I don't know about you, but for the past few years I've been hearing a lot of people redefining their age. According to these people, 40 is the new 30, and 50 is the new 40. I hear this a lot, especially from people who just turned 40 or 50. It's almost as if they are trying to curb the aging process. In their minds, if they think they're really ten years younger, they'll look and feel ten years younger. I could turn this blog into a rant about how stupid this is, but I'm not. In fact, it's not stupid at all. People who redefine their age are right to do so because it makes sense. The whole numbering system that we use is incorrect. However, the idiots that claim these random changes such as 40 being the new 30 should be quiet because they have no idea what they're talking about. Here is the new, improved numbering system that everyone should follow:
Ages 1-10 -- As is, this age bracket is pretty much correct. Besides 8 being the new 7 and 6 being the new 80, everything else is right.
Ages 11-20 -- This is where everything gets messed up. 11 is the new 11. 12 is the new bread basket. 13 is the new 12. 14 is the new 15. 15 doesn't exist anymore. 16 is the new 1. 17 is the new 16. 18 is the same. 19 is the new 3.14. Finally, 20 is what we call lizards now.
Ages 21-30 -- 21-25 stay the same. 26, like 13, is the new 12. 27 and 28 are the new letters of the alphabet. 27 follows the letter Q and 28 follows the letter U. They need a new song. 29 got its head beat in. 30 is the 246.

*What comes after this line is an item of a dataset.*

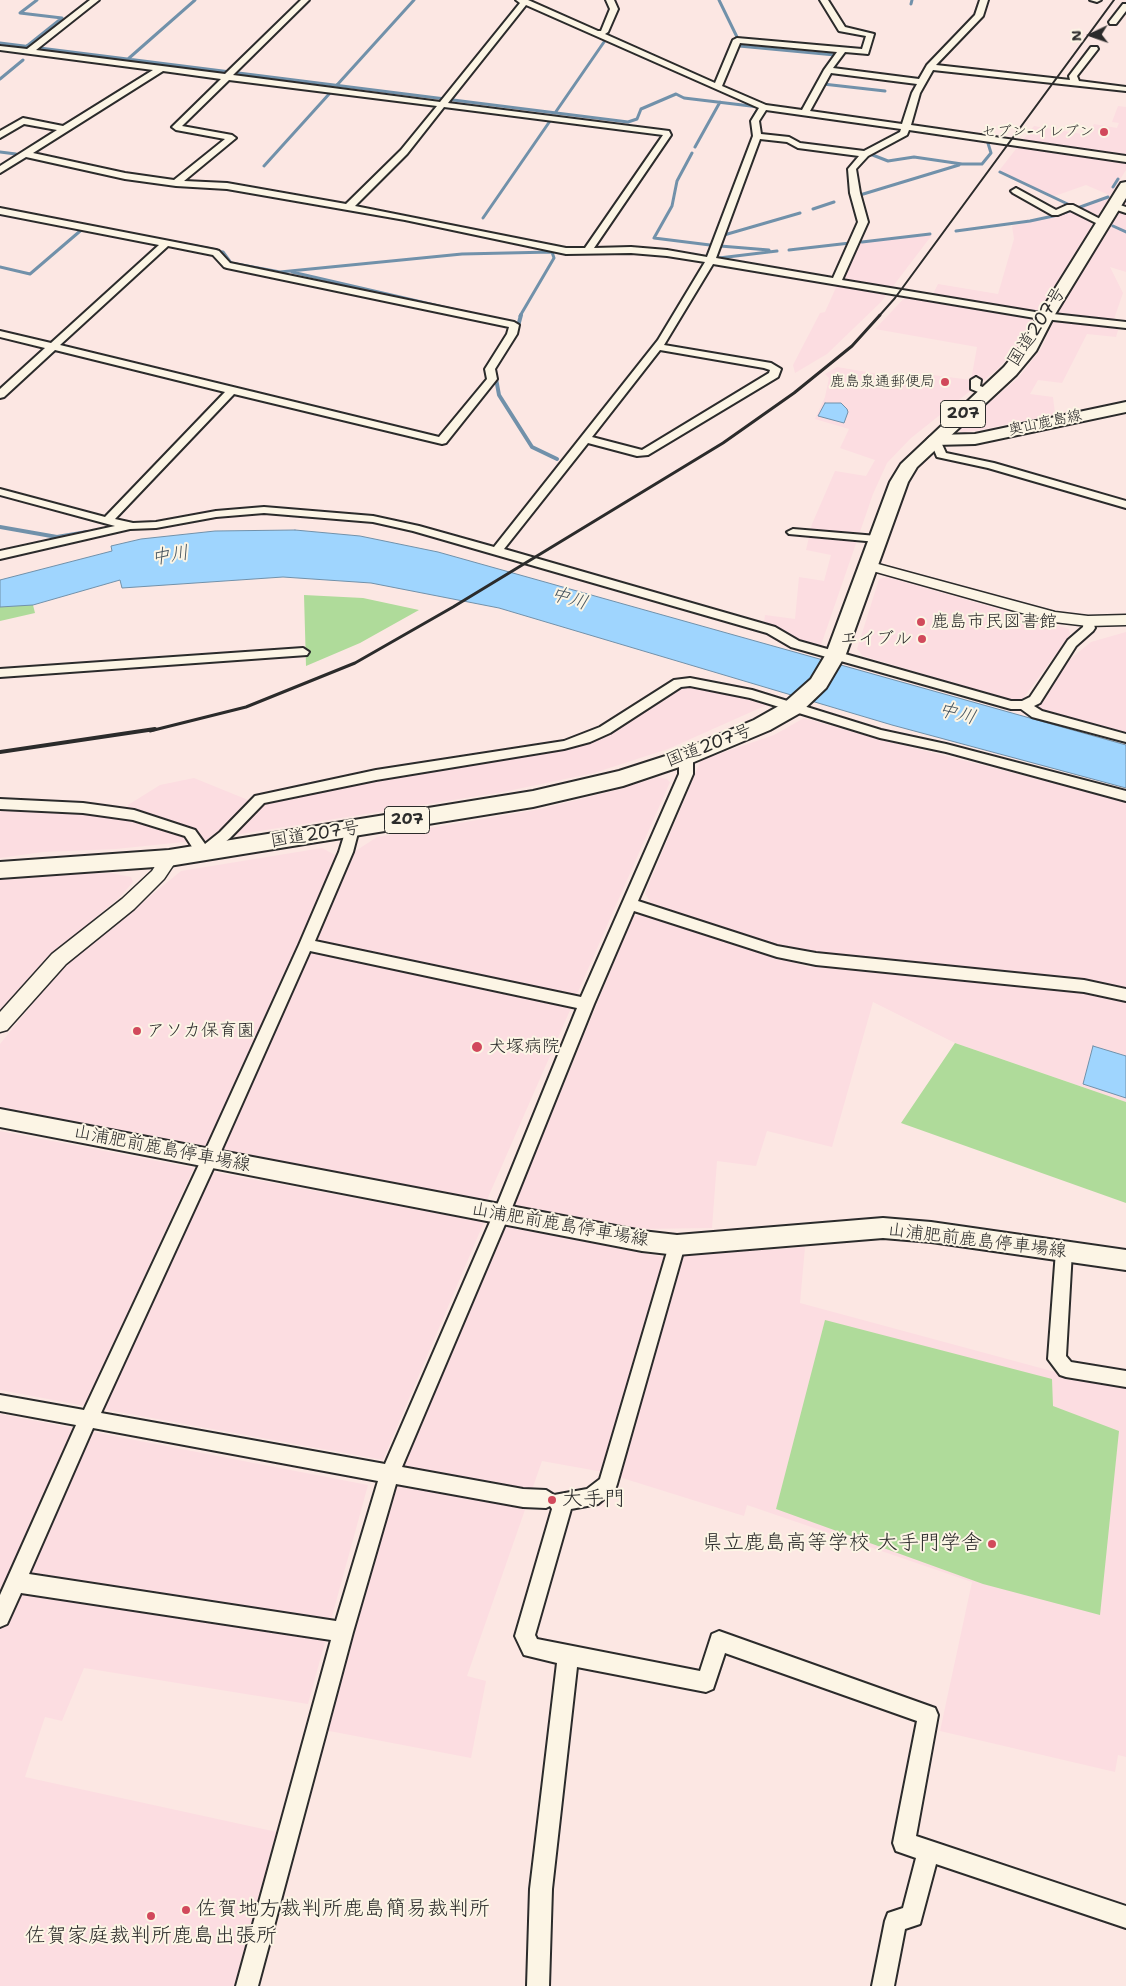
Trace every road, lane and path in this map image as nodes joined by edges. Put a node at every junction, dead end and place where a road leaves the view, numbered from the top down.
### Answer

Ages 31-40 -- This whole bracket is gone. The phrase, "don't trust anyone over 30" has been changed to "anyone over 30 and below 40 is dead, their families are dead, their pets are dead and no one cares."
Ages 41-50 -- 41 is the new star of the hit Broadway musical "Cats 2: We're All in Heat." 42 is the new 19. 43 got hit by a cab. 44 was Rick Fox's number when he played in the NBA. It's also the new negative 9. 45 is the new 44. 46 traveled back in time when numbers didn't exist and came back as a peanut. 47 is allergic to peanuts so it inflated to 4,444,444,444,777,777,777,777. 48 claims to be the new spokesperson for 49. 49 denies the existence of 48. 50 is the new 40 (The masses actually got that one right).
Ages 51-60 -- 51 is the new loneliest number. They need a new song. 52 was the number that brought episode 234 of Seaseme Street to us. It was never seen again. 53 is the new 666 (be afraid of 53). 54 got its head beat in. 55 sucks. 56 is the new 55. 57 doesn't exist anymore. 58 is an asshole. 59 told me that 58 is an asshole. 60 is the new Jewish crime fighter, Jewman.
Ages 61-100 -- Surprisingly there are not many changes in this entire bracket. I'm not getting bored with this. Seriously, there aren't many changes. 73 had a huge dispute with 72 and ended up shotgunning it into oblivion while taking 71, 74, and 75 with it. It later killed itself. 100 is the new 10. 82 is now the new whole goddamned planet. We don't live on Earth, we live on people aged 82. 99 is just 66 upside down, you didn't know that? And 86 is the new new Jewish crime fighter, Super Jewman.
There you go. If everyone just follows this simple, easy to follow numbering system we should be okay. No more 50 is the new 40, okay? Actually that one is okay, but no more 40 is the new 30. I mean it.
Oh yeah, and anyone over the age of 100 gets shot due to a flaw in the newly created system. We're better off, anyway. I figure I'd let you know.